Une fois la minéralisation des éléments organiques complétées (un processus qui prend des millions d’années, btw…), le fossile attend patiemment de voir la lumière du soleil! Comme les roches bougent, il y a des chances qu’un fragment de roche sédimentaire contenant un fossile remonte à la surface et soit découvert et étudié!

Un super fossile d’ammonite, l’ancêtre du nautile

Rares, mais pas impossibles à trouver

On te propose de devenir paléontologue d’un jour et de sortir te dégourdir pour trouver des fossiles. Bien qu’ils soient géologiquement rares, il est possible de les trouver, même en plein cœur de Montréal. Rends-toi au Ruisseau de Montigny, ou un peu partout sur les rives de la rivières des Prairies ou encore du fleuve. Penche toi et observe les gros blocs de roches. Les chances sont élevées que tu y observes des coquilles de brachiopodes ou des anneaux formant les tiges des crinoïdes. Si tu es chanceux, tu peux même voir des vestiges de poissons ou de trilobites!  

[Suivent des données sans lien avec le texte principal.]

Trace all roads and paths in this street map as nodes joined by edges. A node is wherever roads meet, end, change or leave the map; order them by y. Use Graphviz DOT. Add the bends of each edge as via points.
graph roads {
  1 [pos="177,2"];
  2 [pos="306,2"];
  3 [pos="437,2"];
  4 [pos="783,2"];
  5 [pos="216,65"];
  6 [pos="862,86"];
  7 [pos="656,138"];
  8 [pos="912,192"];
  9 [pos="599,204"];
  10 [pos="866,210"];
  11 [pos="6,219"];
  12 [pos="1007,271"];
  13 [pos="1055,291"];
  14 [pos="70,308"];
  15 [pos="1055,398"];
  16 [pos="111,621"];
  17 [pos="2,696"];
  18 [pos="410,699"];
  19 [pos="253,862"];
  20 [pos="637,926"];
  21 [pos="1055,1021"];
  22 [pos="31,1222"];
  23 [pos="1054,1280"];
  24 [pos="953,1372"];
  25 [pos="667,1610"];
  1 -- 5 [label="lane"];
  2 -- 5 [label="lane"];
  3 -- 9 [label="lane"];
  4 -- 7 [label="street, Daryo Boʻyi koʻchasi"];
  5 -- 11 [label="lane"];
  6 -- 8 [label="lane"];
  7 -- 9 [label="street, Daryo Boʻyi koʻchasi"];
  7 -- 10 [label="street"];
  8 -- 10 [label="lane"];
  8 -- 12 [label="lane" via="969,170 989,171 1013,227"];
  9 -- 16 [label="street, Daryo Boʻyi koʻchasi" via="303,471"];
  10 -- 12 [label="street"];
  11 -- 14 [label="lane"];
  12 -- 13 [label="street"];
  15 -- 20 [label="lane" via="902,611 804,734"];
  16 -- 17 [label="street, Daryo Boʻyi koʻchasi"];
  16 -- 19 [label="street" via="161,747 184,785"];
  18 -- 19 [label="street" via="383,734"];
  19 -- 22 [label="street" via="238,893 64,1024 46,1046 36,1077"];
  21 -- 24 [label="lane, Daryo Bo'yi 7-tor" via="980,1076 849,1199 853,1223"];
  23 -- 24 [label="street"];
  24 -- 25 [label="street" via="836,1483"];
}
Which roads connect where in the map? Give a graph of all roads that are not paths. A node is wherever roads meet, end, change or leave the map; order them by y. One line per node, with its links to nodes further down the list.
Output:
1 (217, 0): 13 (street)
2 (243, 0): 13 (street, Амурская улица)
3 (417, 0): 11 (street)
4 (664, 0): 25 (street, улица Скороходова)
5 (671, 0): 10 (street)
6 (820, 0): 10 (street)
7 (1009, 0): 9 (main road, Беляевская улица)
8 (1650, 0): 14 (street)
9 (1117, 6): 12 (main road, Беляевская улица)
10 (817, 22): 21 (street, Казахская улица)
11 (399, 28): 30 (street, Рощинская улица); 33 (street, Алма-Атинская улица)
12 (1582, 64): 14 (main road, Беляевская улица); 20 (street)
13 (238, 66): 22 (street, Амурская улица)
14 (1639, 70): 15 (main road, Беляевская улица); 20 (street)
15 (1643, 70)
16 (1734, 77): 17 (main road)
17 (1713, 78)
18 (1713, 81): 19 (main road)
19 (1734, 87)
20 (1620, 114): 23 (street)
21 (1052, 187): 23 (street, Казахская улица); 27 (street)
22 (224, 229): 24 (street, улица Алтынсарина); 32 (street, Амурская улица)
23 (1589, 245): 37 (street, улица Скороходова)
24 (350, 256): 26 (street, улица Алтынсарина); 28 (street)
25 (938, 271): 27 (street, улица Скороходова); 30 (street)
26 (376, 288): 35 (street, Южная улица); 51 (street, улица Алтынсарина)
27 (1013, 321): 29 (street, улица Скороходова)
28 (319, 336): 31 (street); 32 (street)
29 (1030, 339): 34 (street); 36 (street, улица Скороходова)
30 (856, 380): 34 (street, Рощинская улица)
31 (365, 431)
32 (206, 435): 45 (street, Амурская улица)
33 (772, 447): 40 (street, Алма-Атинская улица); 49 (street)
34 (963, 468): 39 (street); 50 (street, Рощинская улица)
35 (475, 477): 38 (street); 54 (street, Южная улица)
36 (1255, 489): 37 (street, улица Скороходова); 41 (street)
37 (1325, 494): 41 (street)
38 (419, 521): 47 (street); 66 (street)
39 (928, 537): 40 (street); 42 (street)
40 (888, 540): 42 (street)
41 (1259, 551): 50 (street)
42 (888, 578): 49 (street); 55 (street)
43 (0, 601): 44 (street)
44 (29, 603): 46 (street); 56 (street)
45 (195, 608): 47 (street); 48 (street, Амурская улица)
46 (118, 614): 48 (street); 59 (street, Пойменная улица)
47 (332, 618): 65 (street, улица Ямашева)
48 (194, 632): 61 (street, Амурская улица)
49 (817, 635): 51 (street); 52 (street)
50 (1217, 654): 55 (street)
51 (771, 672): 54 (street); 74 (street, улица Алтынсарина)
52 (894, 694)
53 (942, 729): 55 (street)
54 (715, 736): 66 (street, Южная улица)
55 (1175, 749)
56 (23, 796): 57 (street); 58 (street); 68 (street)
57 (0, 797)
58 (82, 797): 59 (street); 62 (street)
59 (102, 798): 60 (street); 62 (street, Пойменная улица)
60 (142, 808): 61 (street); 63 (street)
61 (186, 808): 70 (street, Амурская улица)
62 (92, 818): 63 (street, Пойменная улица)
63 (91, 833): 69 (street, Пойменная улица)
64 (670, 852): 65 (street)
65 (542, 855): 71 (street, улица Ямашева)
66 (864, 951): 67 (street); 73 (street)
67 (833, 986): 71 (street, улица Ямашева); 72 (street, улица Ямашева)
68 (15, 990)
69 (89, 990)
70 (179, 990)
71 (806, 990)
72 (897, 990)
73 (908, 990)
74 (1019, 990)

Et ce n’est pas qu’à Montréal! Partout dans les basses terres du Saint-Laurent, avec un peu de patience et un bon dos (parce oui, tu vas être penché pendant un bout), tu peux trouver de véritables trésors préhistoriques. Merci à la mer de Champlain qui couvrait la région et qui nous a laissé plein de souvenirs fossilisés!  

NOTES

* Les plus vieux fossiles jamais découverts à ce jour serait des stromatolites, qui sont des colonies de bactéries. Ils ont été découverts en Australie. C’est ici, au Canada, que le plus vieux fossile d’animal aurait été découvert, celui d’une éponge.  

** Pour ce qui est des fossiles d’organismes terrestres qu’on a retrouvés, la plupart proviennent d’individus qui vivaient près de l’eau. D’ailleurs, il existe très peu d’information sur des dinosaures qui auraient vécu dans des écosystèmes de jungle. La raison est simple : ces milieux ne sont pas propices à la fossilisation.